Hillwilliam -> RE: Breaking in a completely beginner submissive? (8/20/2013 11:20:34 AM)


quote:

ORIGINAL: Arturas

quote:

First and foremost, you don't "Break IN" a submissive. You teach them.
"Breaking" is a term used frequently by Keyboard Doms who never get closer to a sub than their mom's basement.


You don't teach anyone, you explore their and your desires with them in a dominate leadership role. "Teach" is used on the other side by, well, you know.

One who has never learned would obviously believe that people cannot be taught..

Tell those who present at events and those who attend the classes that they aren't teaching.
Did you not TEACH your sub your preferences in food, how the home should be arranged and what you enjoy?
Maybe you just beat her until she figured it out on her own.[8|]




OsideGirl -> RE: Breaking in a completely beginner submissive? (8/20/2013 11:21:01 AM)


quote:

ORIGINAL: Arturas

so be Dominate or instead be not

quote:

in a dominate leadership role.


For the love of God...it's "dominant". Dominate is a verb.

OP, I'll give you something to think about: The women that have replied here are all sub females. We're giving you our point of view and ultimately we're your target audience.




LadyPact -> RE: Breaking in a completely beginner submissive? (8/20/2013 11:27:22 AM)

quote:

ORIGINAL: OsideGirl
OP, I'll give you something to think about: The women that have replied here are all sub females. We're giving you our point of view and ultimately we're your target audience.

One exception. [:D]





OsideGirl -> RE: Breaking in a completely beginner submissive? (8/20/2013 11:29:28 AM)


quote:

ORIGINAL: LadyPact

quote:

ORIGINAL: OsideGirl
OP, I'll give you something to think about: The women that have replied here are all sub females. We're giving you our point of view and ultimately we're your target audience.

One exception. [:D]




Oops, sorry LP!




sexyred1 -> RE: Breaking in a completely beginner submissive? (8/20/2013 11:44:28 AM)

OP, you sound smart enough not to listen to the bad advice about overwhelming your friend.

When I met some dominant men in the past, sometimes the smallest gesture was enough to trigger something.

One time, I met someone for a first date, dinner.
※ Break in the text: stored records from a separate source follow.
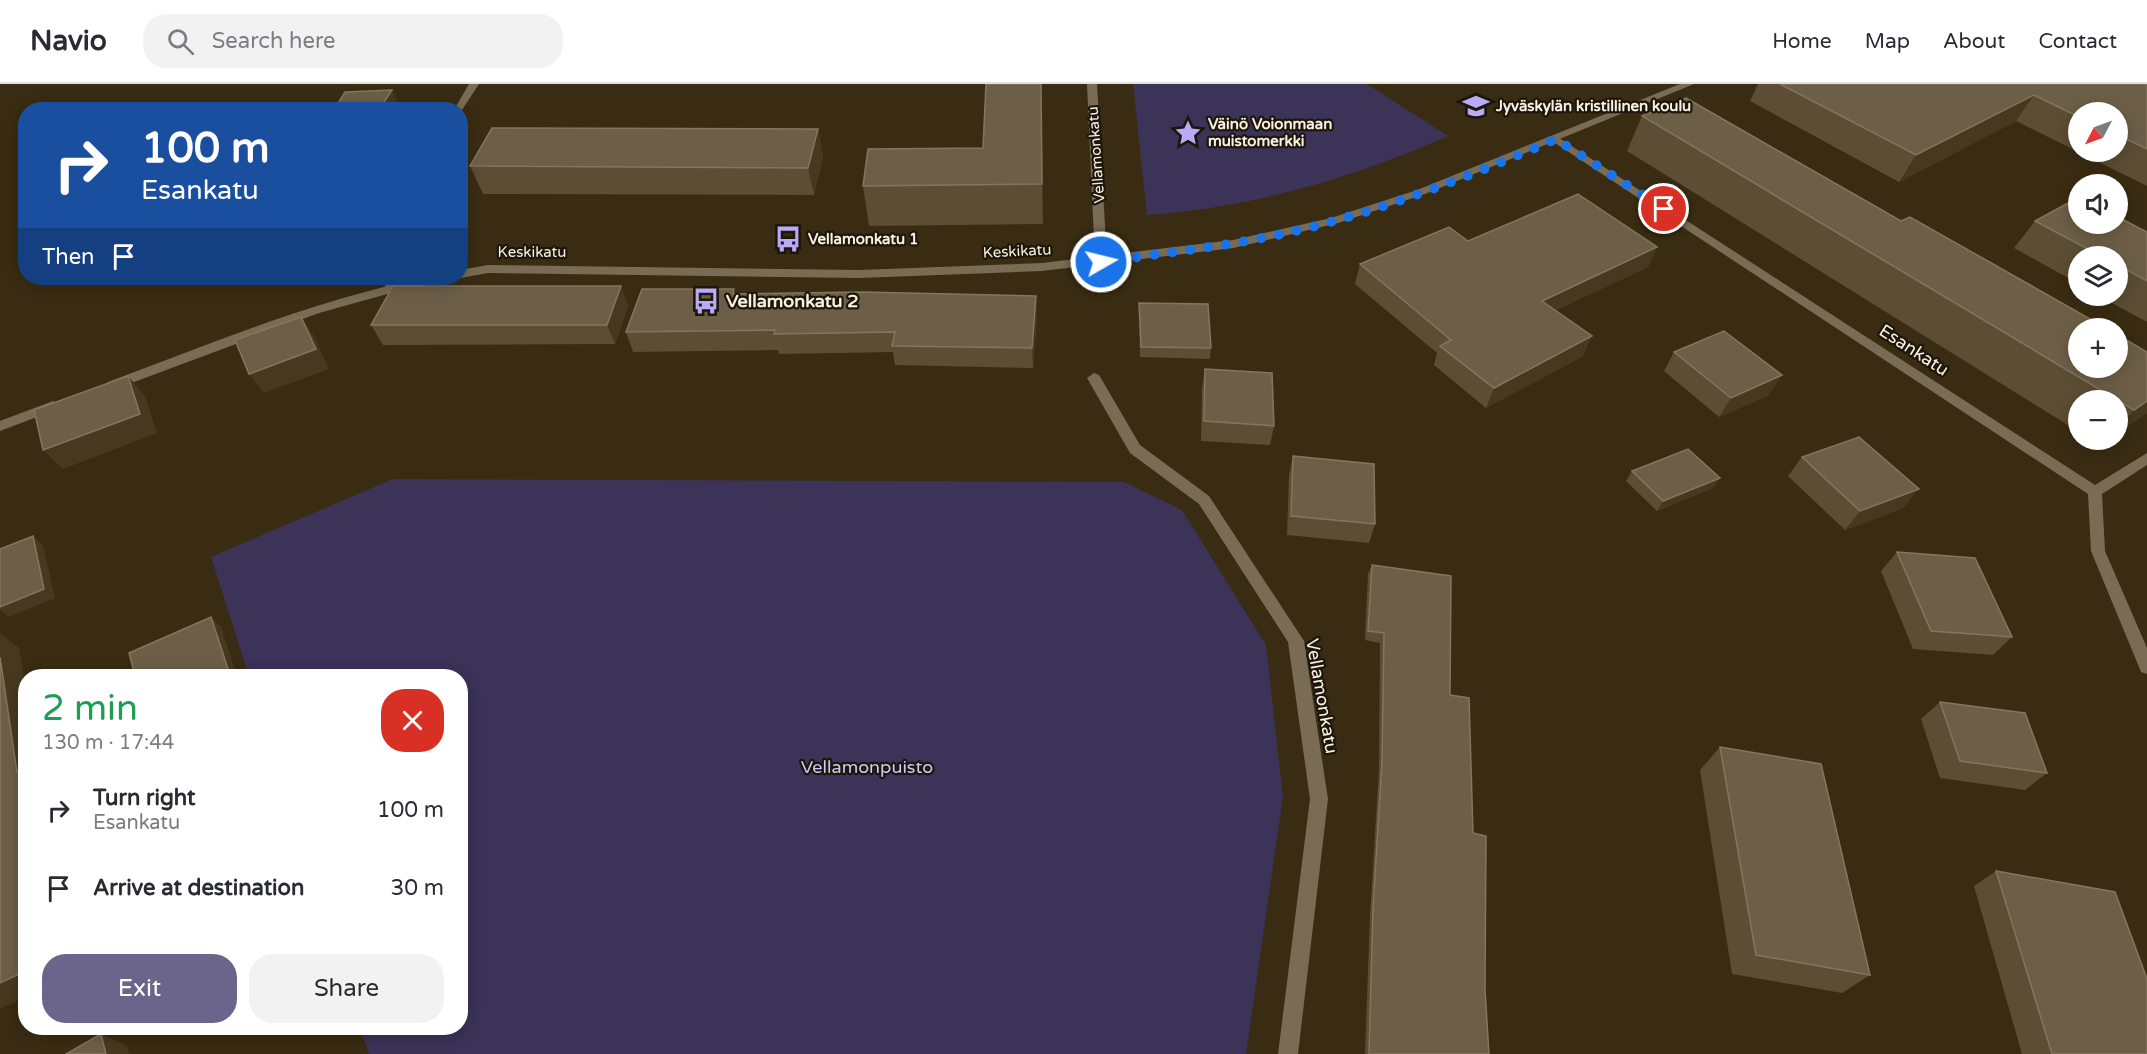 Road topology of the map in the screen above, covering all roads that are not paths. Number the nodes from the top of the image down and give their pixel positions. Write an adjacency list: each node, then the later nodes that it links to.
1 (474, 84): 4 (street)
2 (1092, 84): 6 (street, Vellamonkatu)
3 (1689, 84): 5 (street, Keskikatu)
4 (464, 102)
5 (1556, 139): 6 (street, Keskikatu); 14 (street, Esankatu)
6 (1101, 262): 7 (street, Keskikatu)
7 (468, 273)
8 (381, 285): 10 (street)
9 (1094, 378): 16 (street, Vellamonkatu)
10 (98, 390)
11 (65, 402): 12 (street)
12 (0, 426)
13 (2147, 458): 14 (street)
14 (2095, 492): 15 (street)
15 (2147, 667)
16 (1288, 1054) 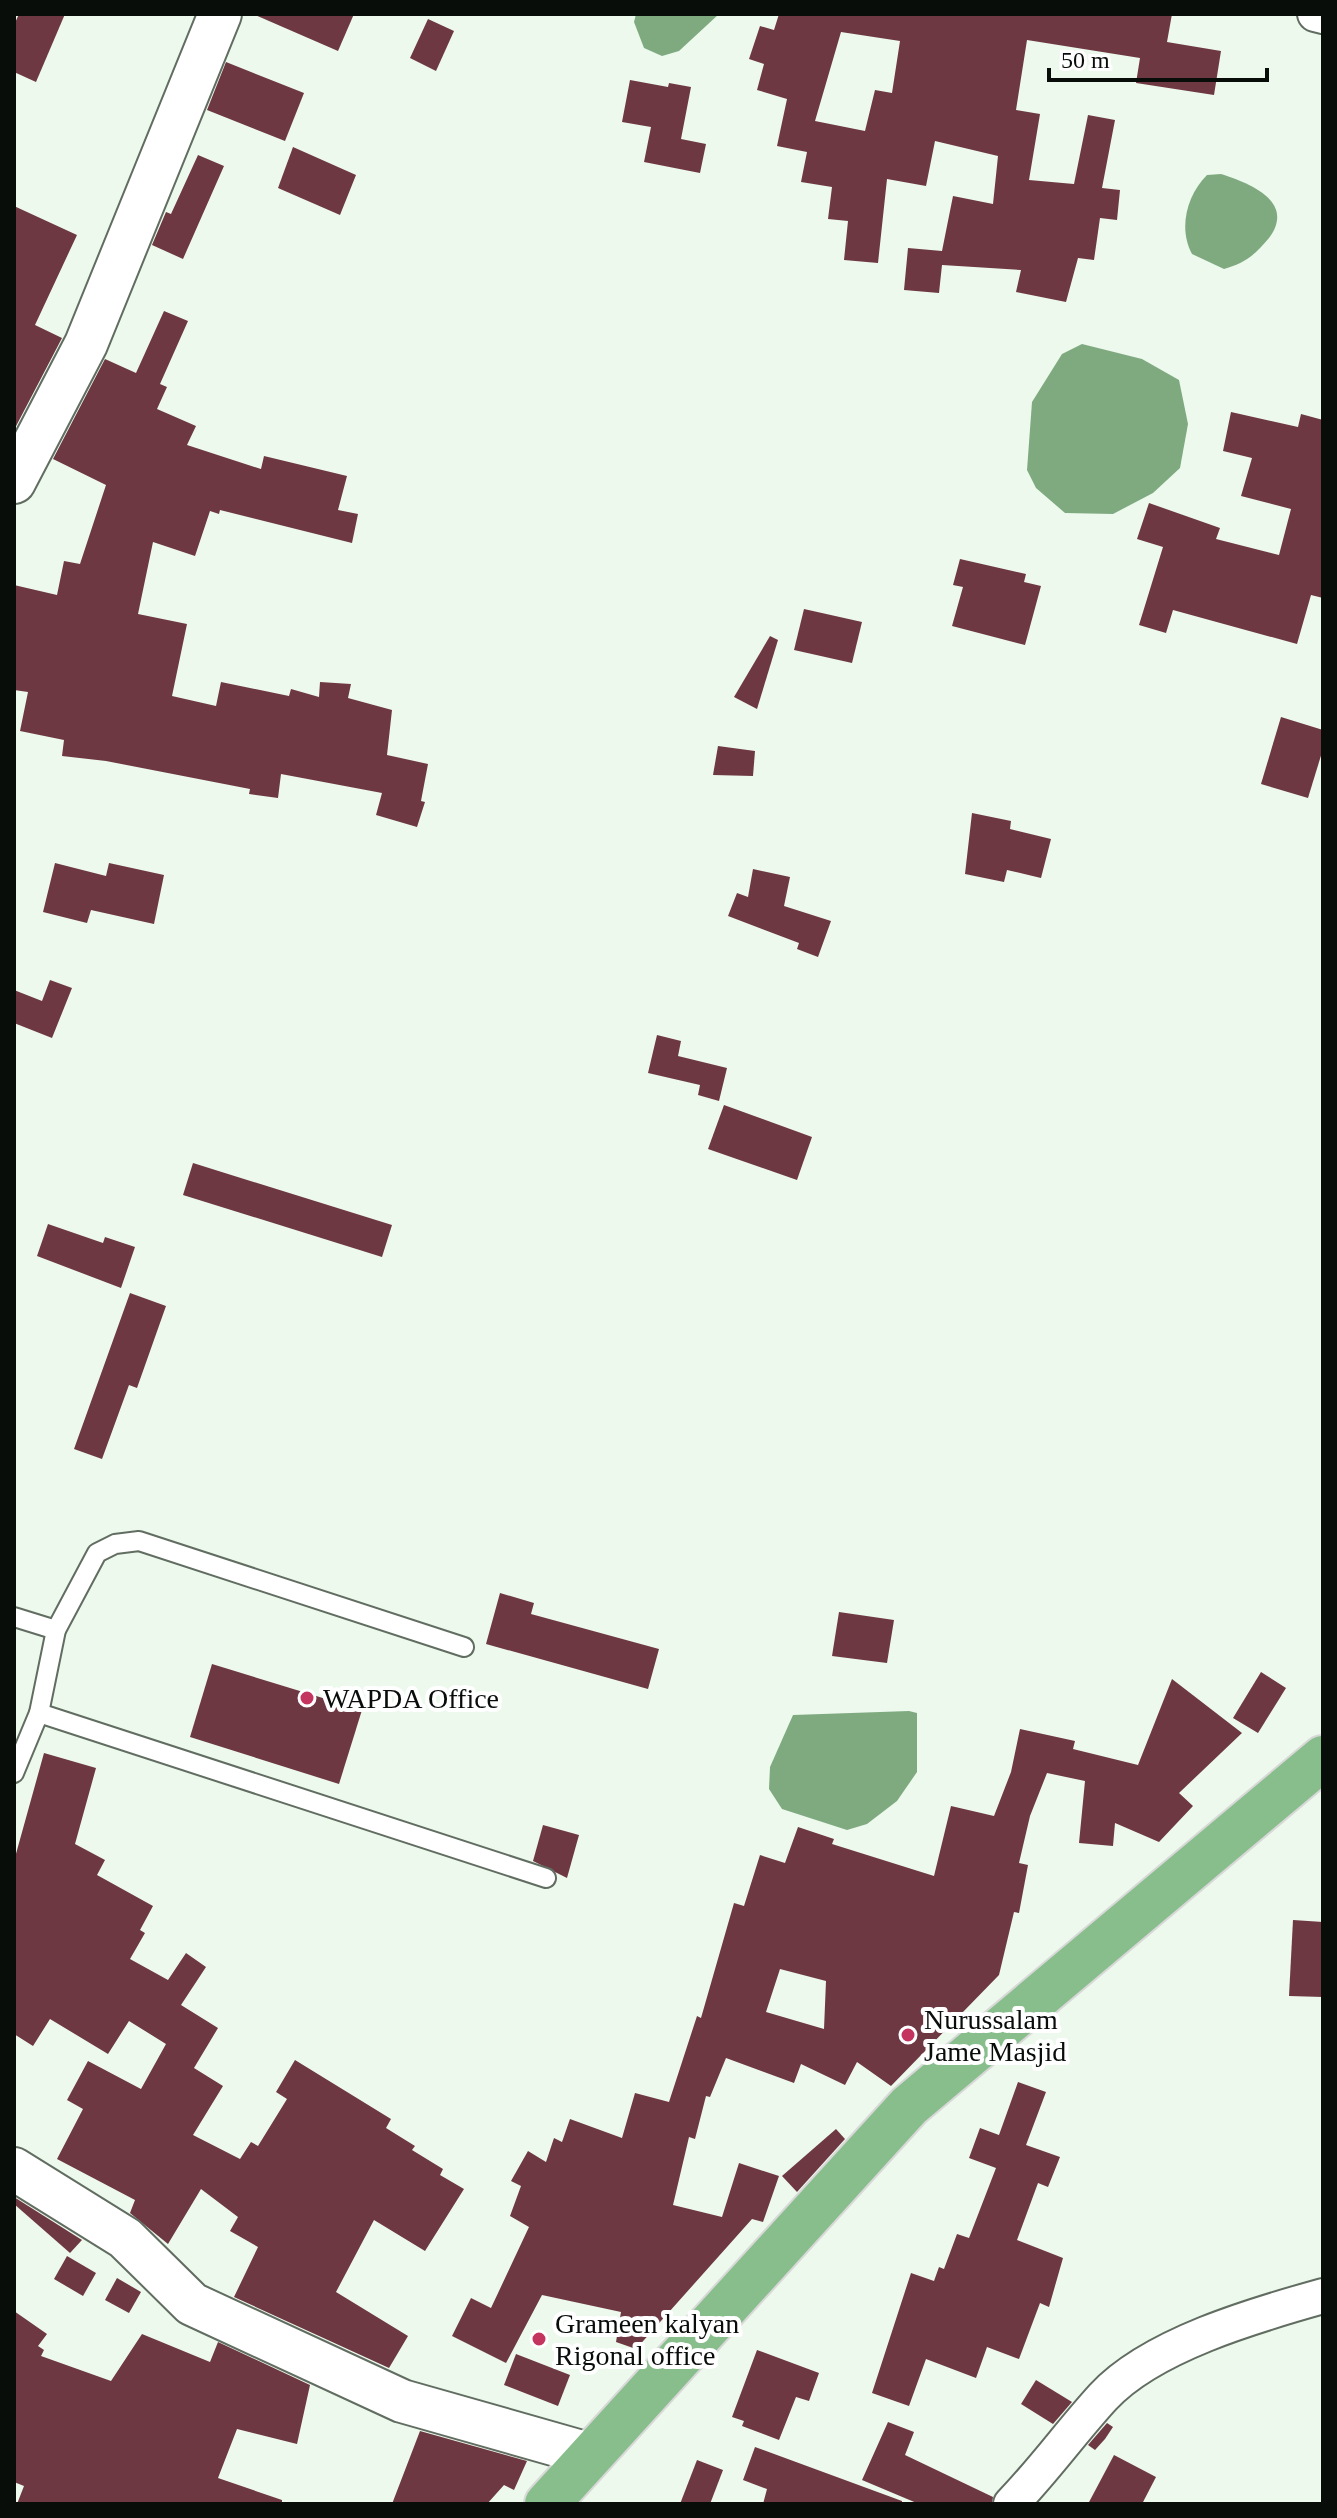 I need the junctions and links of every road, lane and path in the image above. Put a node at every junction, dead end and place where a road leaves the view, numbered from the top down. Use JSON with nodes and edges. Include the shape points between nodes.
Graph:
{"nodes":[{"id":1,"x":220,"y":14,"type":"edge"},
{"id":2,"x":1315,"y":14,"type":"edge"},
{"id":3,"x":1323,"y":16,"type":"edge"},
{"id":4,"x":14,"y":482,"type":"edge"},
{"id":5,"x":14,"y":1617,"type":"edge"},
{"id":6,"x":56,"y":1630,"type":"junction"},
{"id":7,"x":464,"y":1647,"type":"dead end"},
{"id":8,"x":39,"y":1713,"type":"junction"},
{"id":9,"x":1323,"y":1758,"type":"edge"},
{"id":10,"x":14,"y":1773,"type":"edge"},
{"id":11,"x":546,"y":1878,"type":"dead end"},
{"id":12,"x":14,"y":2169,"type":"edge"},
{"id":13,"x":1323,"y":2296,"type":"edge"},
{"id":14,"x":592,"y":2455,"type":"junction"},
{"id":15,"x":547,"y":2504,"type":"edge"},
{"id":16,"x":1011,"y":2504,"type":"edge"}],
"edges":[{"from":1,"to":4,"type":"street","via":[[86,344]]},
{"from":2,"to":3,"type":"street"},
{"from":5,"to":6,"type":"lane"},
{"from":6,"to":7,"type":"lane","via":[[97,1553],[139,1541]]},
{"from":6,"to":8,"type":"lane"},
{"from":8,"to":10,"type":"lane"},
{"from":8,"to":11,"type":"lane"},
{"from":9,"to":14,"type":"highway","via":[[909,2106]]},
{"from":12,"to":14,"type":"street","via":[[125,2238],[192,2304],[402,2401]]},
{"from":13,"to":16,"type":"street","via":[[1183,2344],[1124,2379]]},
{"from":14,"to":15,"type":"highway"}]}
We talked about everything BUT D/s.

He did small things at dinner, like take my wrist and just hold it.

When we left, he kissed me at my car and just held my hair really hard and pulled it slightly.

While I did not know if I felt chemistry at dinner, I started to feel it then because he was using finesse instead of outright "on your knees bitch", which came much later once I got to know him.

Now, I was an experienced sub, but this advice applies since you are always a new sub to someone new.

Sometimes, being dominant is a whisper rather than yelling.